“Mainstream media is fake news.”
“Yeah, the only fake news site is [News Site A].”
“We’re talking about [person 1], not [person 2], who committed [accusation number eight].”
“[Person 3] is the greatest president we have ever had. G-d bless [Person 3]!”
“[Person 3] is the worst president we have ever had. [They] should be indicted for [accusation number eleventy]!”
“Four more years of [Person 4]!”
*sigh* Some things don’t change like they used to.
Both sides of the American political spectrum (I mean, let’s face it; even independent elected officials get a designation whether they tend to vote more side A or side 2) have basically learned how to fight the other with the same cookie-cutter catch phrases, the same overused memes, and worst of all, attack in a gang mentality. That gang mentality is similar to that one scene in the 1995 film, “Kids,” where Casper bumps into a random skateboarder and carnage ensues (skip to 4:48 in this video: warning violent attack). As a result of these weapons of social war, the art of civil discourse is dead.

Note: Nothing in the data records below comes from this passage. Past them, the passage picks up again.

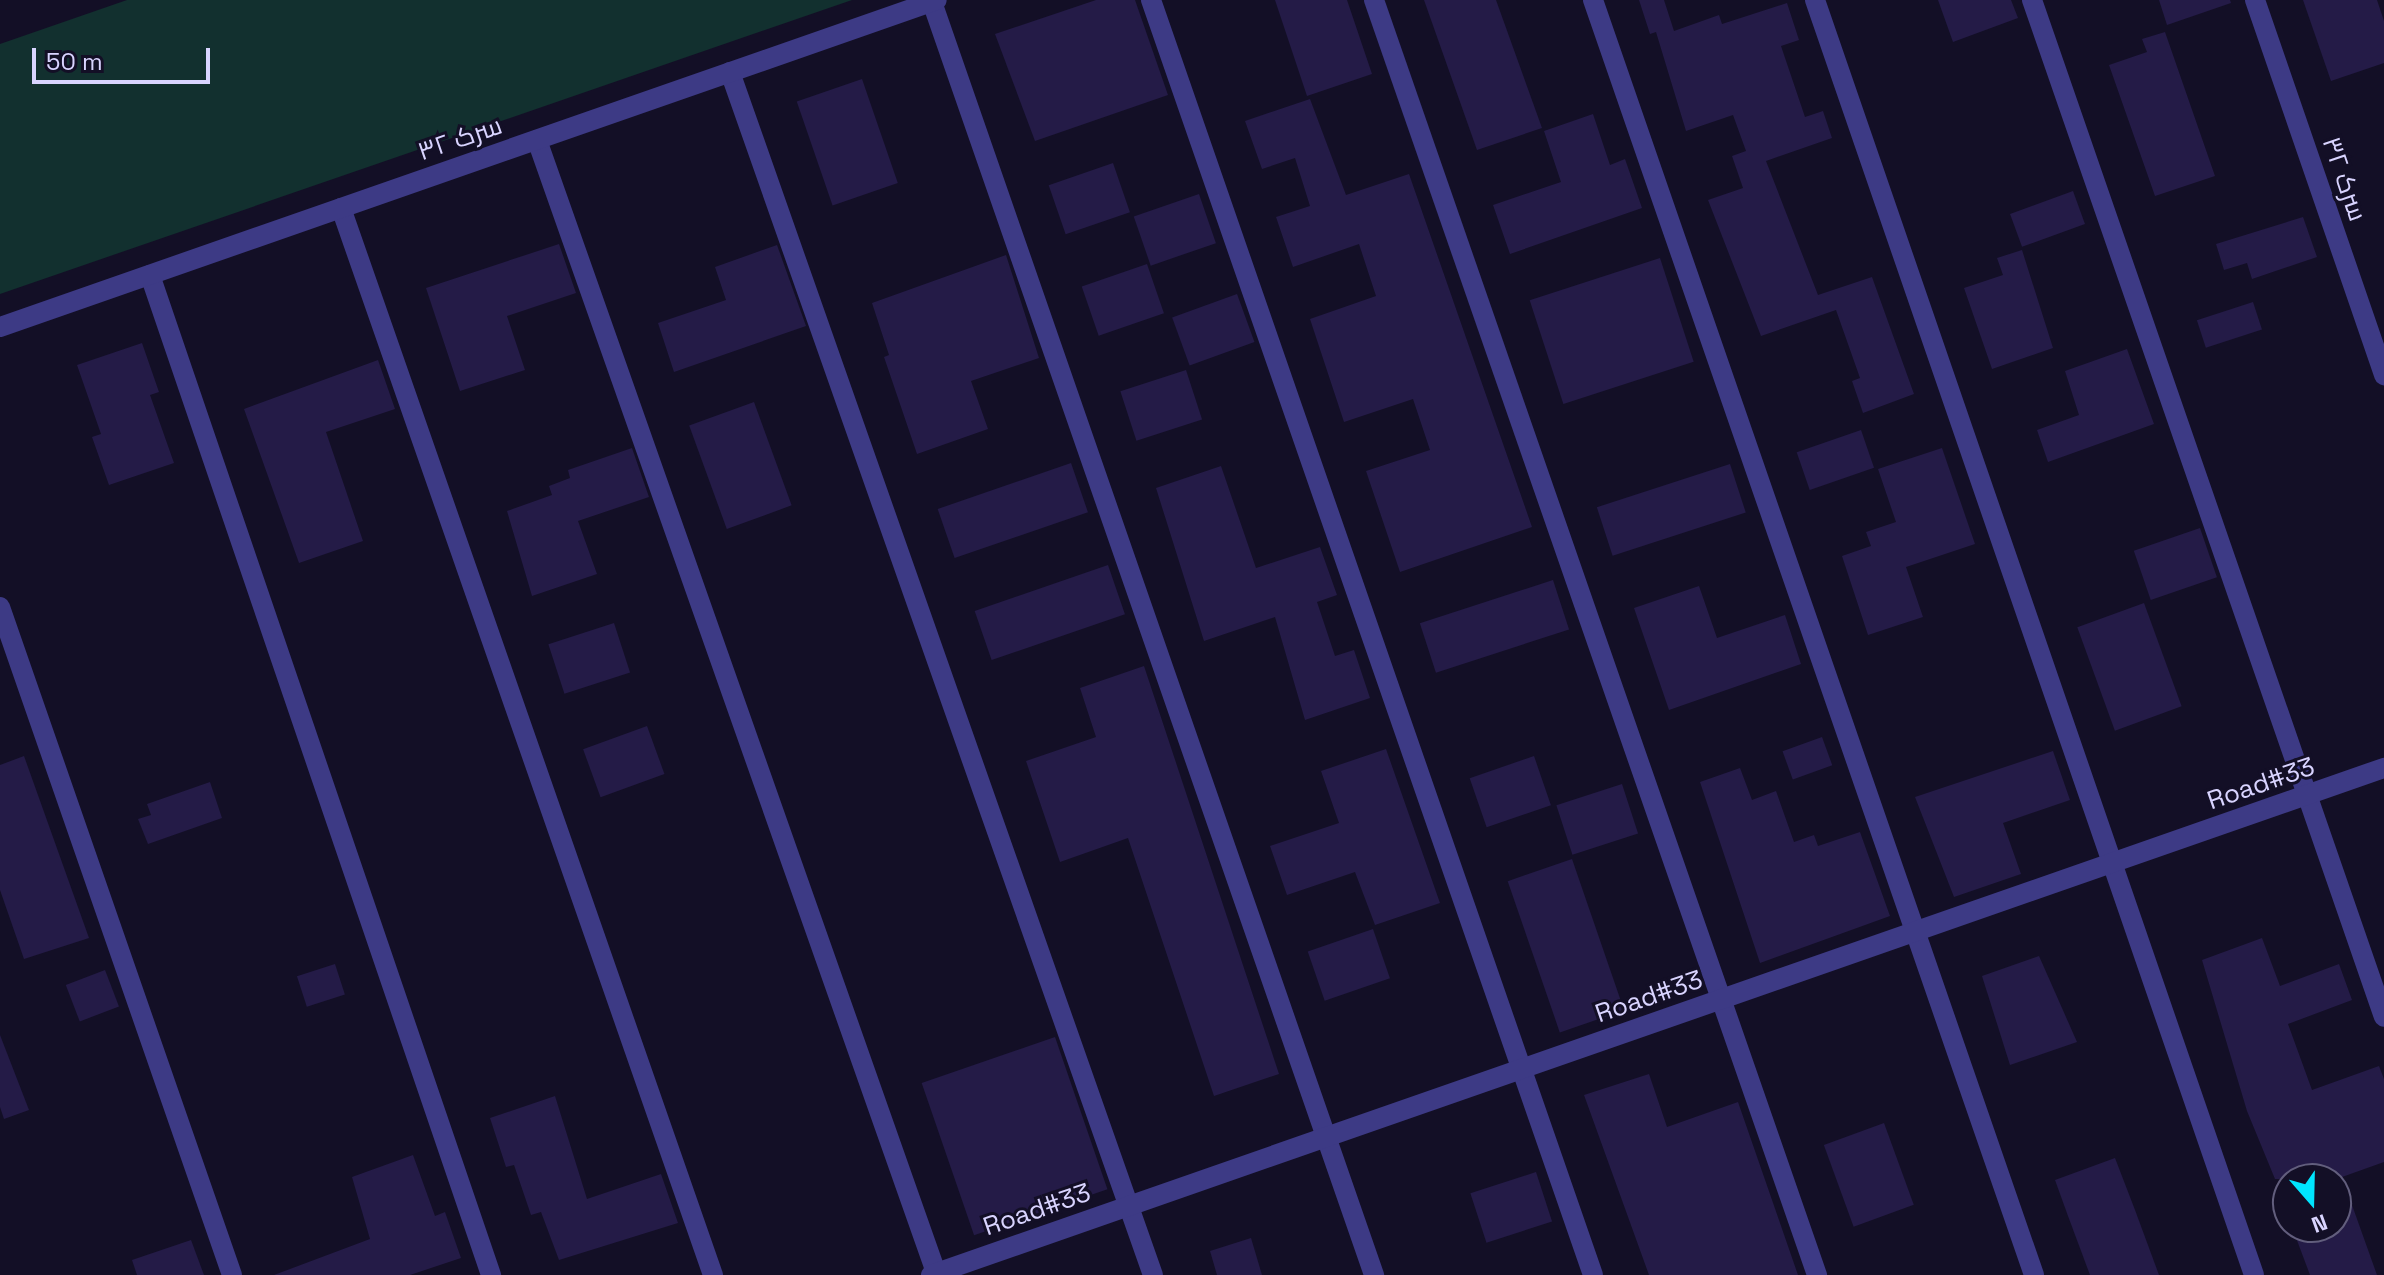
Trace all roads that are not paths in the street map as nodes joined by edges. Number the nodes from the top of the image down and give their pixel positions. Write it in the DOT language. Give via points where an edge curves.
graph roads {
  1 [pos="1151,0"];
  2 [pos="1374,0"];
  3 [pos="1593,0"];
  4 [pos="1815,0"];
  5 [pos="2032,0"];
  6 [pos="2255,0"];
  7 [pos="934,1"];
  8 [pos="730,72"];
  9 [pos="537,140"];
  10 [pos="341,208"];
  11 [pos="150,275"];
  12 [pos="0,327"];
  13 [pos="2384,375"];
  14 [pos="0,607"];
  15 [pos="2384,768"];
  16 [pos="2307,795"];
  17 [pos="2111,864"];
  18 [pos="1915,932"];
  19 [pos="1722,999"];
  20 [pos="2384,1017"];
  21 [pos="1523,1068"];
  22 [pos="1327,1137"];
  23 [pos="1129,1206"];
  24 [pos="935,1274"];
  25 [pos="232,1275"];
  26 [pos="491,1275"];
  27 [pos="713,1275"];
  28 [pos="1153,1275"];
  29 [pos="1374,1275"];
  30 [pos="1593,1275"];
  31 [pos="1817,1275"];
  32 [pos="2034,1275"];
  33 [pos="2254,1275"];
  1 -- 21 [label="street"];
  2 -- 19 [label="street"];
  3 -- 18 [label="street"];
  4 -- 17 [label="street"];
  5 -- 16 [label="street"];
  6 -- 13 [label="street, سرک ۳۲"];
  7 -- 8 [label="street, سرک ۳۲"];
  7 -- 22 [label="street"];
  8 -- 9 [label="street, سرک ۳۲"];
  8 -- 23 [label="street"];
  9 -- 10 [label="street, سرک ۳۲"];
  9 -- 24 [label="street"];
  10 -- 11 [label="street, سرک ۳۲"];
  10 -- 27 [label="street"];
  11 -- 12 [label="street, سرک ۳۲"];
  11 -- 26 [label="street"];
  14 -- 25 [label="street"];
  15 -- 16 [label="street, Road#33"];
  16 -- 17 [label="street, Road#33"];
  16 -- 20 [label="street"];
  17 -- 18 [label="street, Road#33"];
  17 -- 33 [label="street"];
  18 -- 19 [label="street, Road#33"];
  18 -- 32 [label="street"];
  19 -- 21 [label="street, Road#33"];
  19 -- 31 [label="street"];
  21 -- 22 [label="street, Road#33"];
  21 -- 30 [label="street"];
  22 -- 23 [label="street, Road#33"];
  22 -- 29 [label="street"];
  23 -- 24 [label="street, Road#33"];
  23 -- 28 [label="street"];
}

This was one of the reasons why I decided to retire (mostly) from social media a couple of years ago. For people – friends and family alike – to grind the heels of their footwear into the ground and hold their stance on a set of information, regardless of its origin, is preposterous at best and malicious at worst. And I was no better than the next person with their beliefs and values. As a result of my actions in this social war, I ended up losing a lot of friends. The more friends I was losing, the more isolated and depressed I became. And I knew something had to give. It was either me or the social war.

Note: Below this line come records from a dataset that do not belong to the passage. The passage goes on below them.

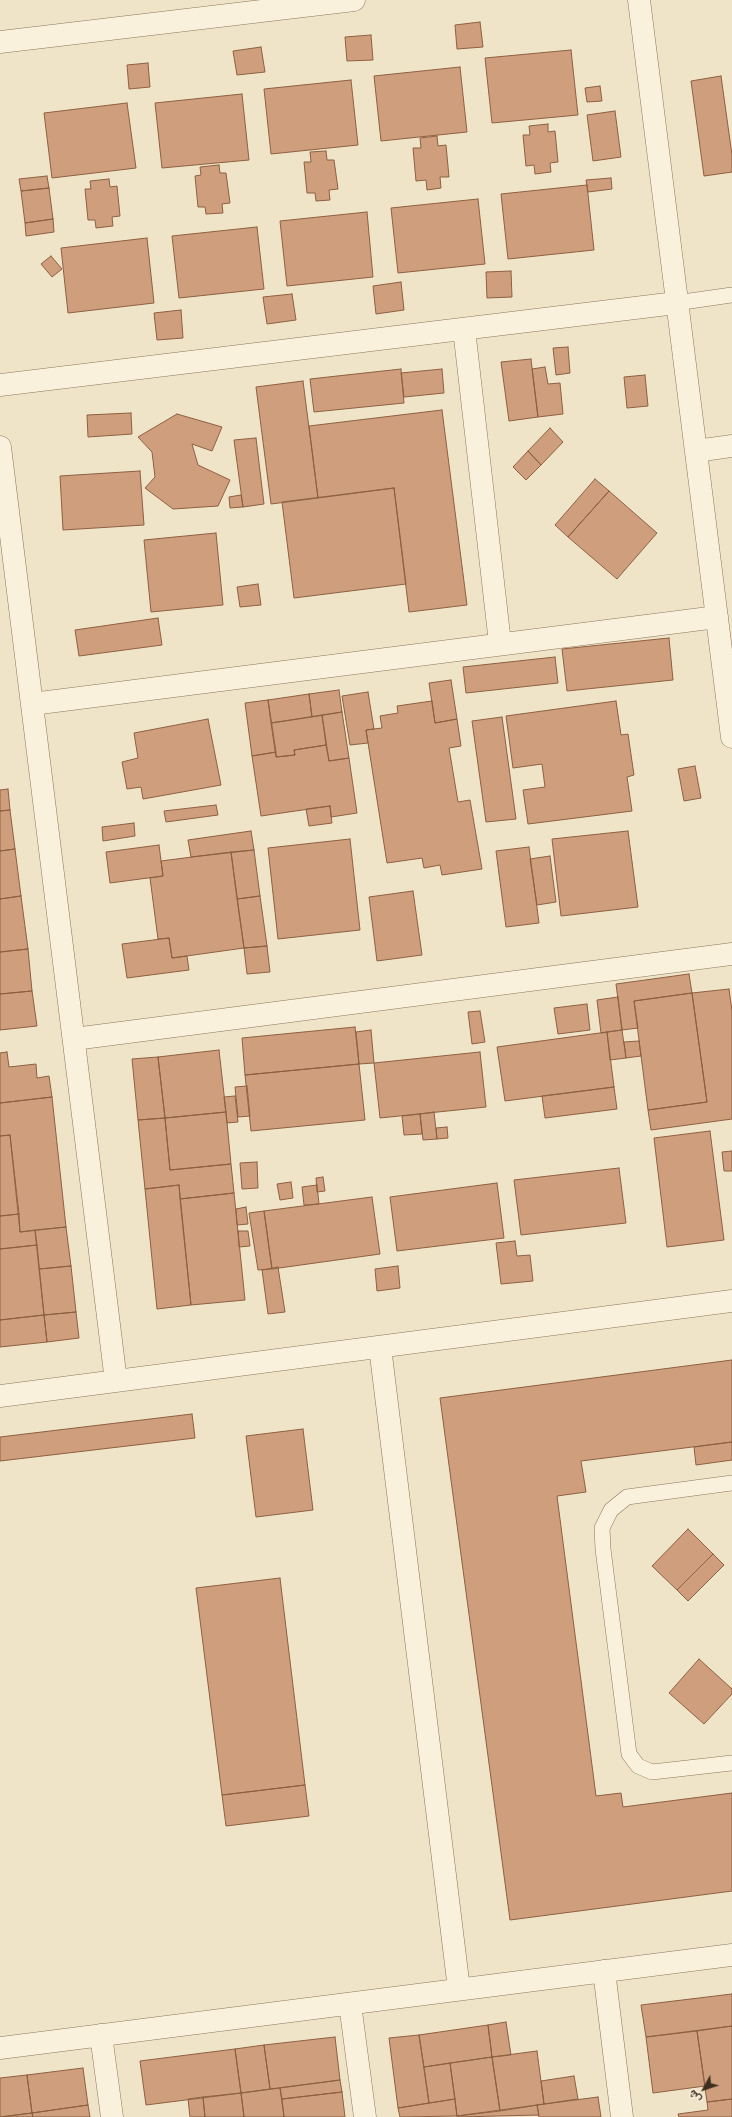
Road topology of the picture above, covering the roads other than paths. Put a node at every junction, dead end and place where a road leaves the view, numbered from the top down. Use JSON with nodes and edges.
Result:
{"nodes":[{"id":1,"x":354,"y":0,"type":"edge"},
{"id":2,"x":639,"y":0,"type":"edge"},
{"id":3,"x":0,"y":42,"type":"edge"},
{"id":4,"x":732,"y":295,"type":"edge"},
{"id":5,"x":676,"y":303,"type":"junction"},
{"id":6,"x":464,"y":329,"type":"junction"},
{"id":7,"x":0,"y":385,"type":"edge"},
{"id":8,"x":732,"y":446,"type":"edge"},
{"id":9,"x":0,"y":447,"type":"edge"},
{"id":10,"x":696,"y":451,"type":"junction"},
{"id":11,"x":6,"y":544,"type":"edge"},
{"id":12,"x":717,"y":617,"type":"junction"},
{"id":13,"x":500,"y":643,"type":"junction"},
{"id":14,"x":32,"y":704,"type":"junction"},
{"id":15,"x":732,"y":737,"type":"edge"},
{"id":16,"x":732,"y":954,"type":"edge"},
{"id":17,"x":74,"y":1039,"type":"junction"},
{"id":18,"x":732,"y":1301,"type":"edge"},
{"id":19,"x":380,"y":1347,"type":"junction"},
{"id":20,"x":116,"y":1381,"type":"junction"},
{"id":21,"x":0,"y":1396,"type":"edge"},
{"id":22,"x":732,"y":1483,"type":"edge"},
{"id":23,"x":732,"y":1763,"type":"edge"},
{"id":24,"x":732,"y":1955,"type":"edge"},
{"id":25,"x":604,"y":1971,"type":"junction"},
{"id":26,"x":459,"y":1989,"type":"junction"},
{"id":27,"x":350,"y":2004,"type":"junction"},
{"id":28,"x":101,"y":2035,"type":"junction"},
{"id":29,"x":0,"y":2048,"type":"edge"},
{"id":30,"x":112,"y":2117,"type":"edge"},
{"id":31,"x":365,"y":2117,"type":"edge"},
{"id":32,"x":622,"y":2117,"type":"edge"}],
"edges":[{"from":1,"to":3,"type":"street"},
{"from":2,"to":5,"type":"street"},
{"from":4,"to":5,"type":"lane"},
{"from":5,"to":6,"type":"street"},
{"from":5,"to":10,"type":"street"},
{"from":6,"to":7,"type":"street"},
{"from":6,"to":13,"type":"street"},
{"from":8,"to":10,"type":"street"},
{"from":9,"to":11,"type":"street"},
{"from":10,"to":12,"type":"street"},
{"from":11,"to":14,"type":"street"},
{"from":12,"to":13,"type":"street"},
{"from":12,"to":15,"type":"street"},
{"from":13,"to":14,"type":"street"},
{"from":14,"to":17,"type":"street"},
{"from":16,"to":17,"type":"street"},
{"from":17,"to":20,"type":"street"},
{"from":18,"to":19,"type":"street"},
{"from":19,"to":20,"type":"street"},
{"from":19,"to":26,"type":"street"},
{"from":20,"to":21,"type":"street"},
{"from":22,"to":23,"type":"lane"},
{"from":24,"to":25,"type":"street"},
{"from":25,"to":26,"type":"street"},
{"from":25,"to":32,"type":"street"},
{"from":26,"to":27,"type":"street"},
{"from":27,"to":28,"type":"street"},
{"from":27,"to":31,"type":"street"},
{"from":28,"to":29,"type":"street"},
{"from":28,"to":30,"type":"street"}]}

I chose to give up on the social war.
I left Facebook unofficially in October 2017. I tried to establish a basic profile while having all of my activity go onto my page the following month, inspired by the one established by American actor and voice actor D.C. Douglas. Between November 2017 and January 2018, Facebook locked me out about four times. Each time I had to prove my identity. In the end, the last time I got back into that Facebook account, I deleted that, ending my 11-year on-again off-again relationship with the social network officially in January 2018.

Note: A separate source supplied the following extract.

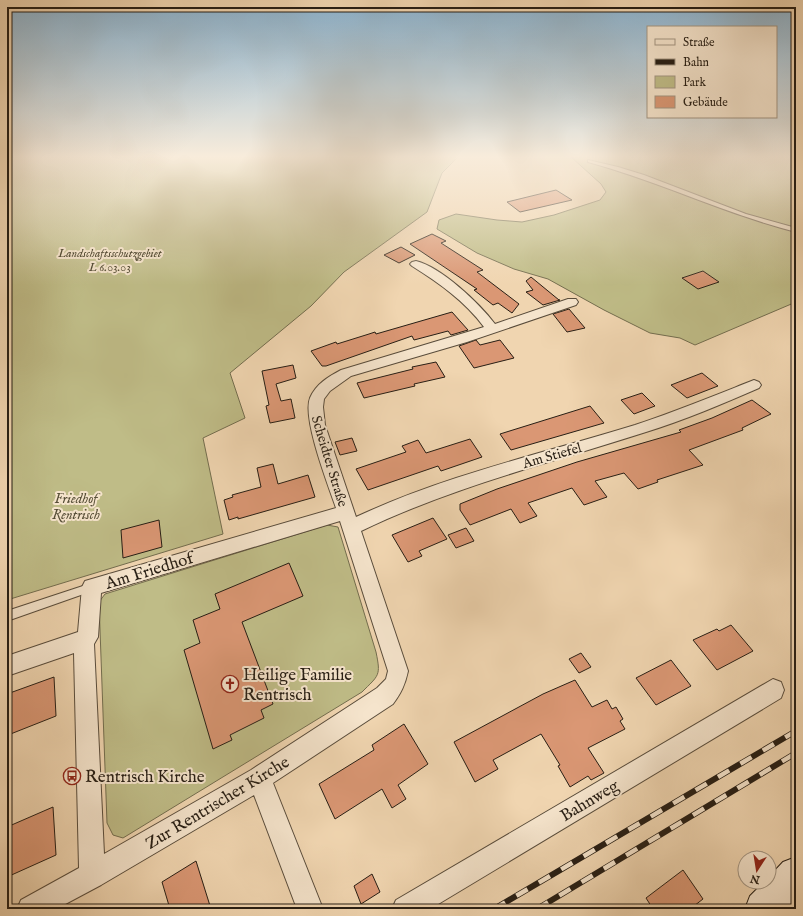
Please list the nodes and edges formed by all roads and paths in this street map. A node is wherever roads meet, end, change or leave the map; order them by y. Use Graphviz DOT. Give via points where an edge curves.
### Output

Since I have been back (of sorts) in social media (you can find me and my engagements on Twitter here), I have found myself participating in some discussions over American politics with folks. And while some of these discussions led to name calling (I’m guilty of using “ok boomer”, heh), there was one conversation with a Twitter individual that led to a civil conversation. Unbeknownst to us, we had agreed to disagree on something without stooping below ourselves or utilizing the “mute” or “block” buttons.
Now that it is January 2020, I ask myself: if [whoever] is re/elected as president, will there be an actual civil war? Will the country divide, not by topography, but by ideology?
And if you don’t know who I am talking about, then maybe you should ask yourself: does it matter? Will it matter five minutes from now? Will it matter five years from now? Here’s the spoiler: it won’t.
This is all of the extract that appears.